:: TASK TO CARRY OUT ::
Return each entry below without any alteration.

*** Opening DATA FOR PROCESSING ***

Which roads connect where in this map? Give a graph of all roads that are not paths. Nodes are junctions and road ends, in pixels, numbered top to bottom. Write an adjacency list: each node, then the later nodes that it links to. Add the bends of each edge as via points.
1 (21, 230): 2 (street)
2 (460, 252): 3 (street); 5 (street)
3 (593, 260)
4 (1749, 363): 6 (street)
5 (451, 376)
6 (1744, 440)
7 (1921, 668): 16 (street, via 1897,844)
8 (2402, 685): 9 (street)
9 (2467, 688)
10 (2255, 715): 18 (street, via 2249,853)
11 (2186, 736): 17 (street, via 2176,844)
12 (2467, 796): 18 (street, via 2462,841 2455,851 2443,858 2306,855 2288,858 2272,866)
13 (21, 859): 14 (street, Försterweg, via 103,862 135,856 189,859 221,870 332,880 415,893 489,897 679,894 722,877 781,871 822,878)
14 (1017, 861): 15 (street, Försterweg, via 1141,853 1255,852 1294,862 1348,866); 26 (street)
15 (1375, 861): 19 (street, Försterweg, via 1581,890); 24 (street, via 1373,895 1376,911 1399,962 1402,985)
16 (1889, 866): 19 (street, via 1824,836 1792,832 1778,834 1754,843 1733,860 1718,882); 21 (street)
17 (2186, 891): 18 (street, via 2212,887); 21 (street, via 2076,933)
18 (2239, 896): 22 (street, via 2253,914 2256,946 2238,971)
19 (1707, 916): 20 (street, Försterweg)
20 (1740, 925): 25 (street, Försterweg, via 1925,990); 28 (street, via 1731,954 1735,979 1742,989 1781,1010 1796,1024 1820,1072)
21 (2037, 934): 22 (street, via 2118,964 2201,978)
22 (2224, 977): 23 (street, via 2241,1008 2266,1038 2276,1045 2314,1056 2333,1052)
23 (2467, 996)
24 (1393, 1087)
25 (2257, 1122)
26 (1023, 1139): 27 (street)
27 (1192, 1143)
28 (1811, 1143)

*** Closing DATA FOR PROCESSING ***

:: ANSWER BOX ::
Which roads connect where in this map? Give a graph of all roads that are not paths. Nodes are junctions and road ends, in pixels, numbered top to bottom. Write an adjacency list: each node, then the later nodes that it links to. Add the bends of each edge as via points.
1 (21, 230): 2 (street)
2 (460, 252): 3 (street); 5 (street)
3 (593, 260)
4 (1749, 363): 6 (street)
5 (451, 376)
6 (1744, 440)
7 (1921, 668): 16 (street, via 1897,844)
8 (2402, 685): 9 (street)
9 (2467, 688)
10 (2255, 715): 18 (street, via 2249,853)
11 (2186, 736): 17 (street, via 2176,844)
12 (2467, 796): 18 (street, via 2462,841 2455,851 2443,858 2306,855 2288,858 2272,866)
13 (21, 859): 14 (street, Försterweg, via 103,862 135,856 189,859 221,870 332,880 415,893 489,897 679,894 722,877 781,871 822,878)
14 (1017, 861): 15 (street, Försterweg, via 1141,853 1255,852 1294,862 1348,866); 26 (street)
15 (1375, 861): 19 (street, Försterweg, via 1581,890); 24 (street, via 1373,895 1376,911 1399,962 1402,985)
16 (1889, 866): 19 (street, via 1824,836 1792,832 1778,834 1754,843 1733,860 1718,882); 21 (street)
17 (2186, 891): 18 (street, via 2212,887); 21 (street, via 2076,933)
18 (2239, 896): 22 (street, via 2253,914 2256,946 2238,971)
19 (1707, 916): 20 (street, Försterweg)
20 (1740, 925): 25 (street, Försterweg, via 1925,990); 28 (street, via 1731,954 1735,979 1742,989 1781,1010 1796,1024 1820,1072)
21 (2037, 934): 22 (street, via 2118,964 2201,978)
22 (2224, 977): 23 (street, via 2241,1008 2266,1038 2276,1045 2314,1056 2333,1052)
23 (2467, 996)
24 (1393, 1087)
25 (2257, 1122)
26 (1023, 1139): 27 (street)
27 (1192, 1143)
28 (1811, 1143)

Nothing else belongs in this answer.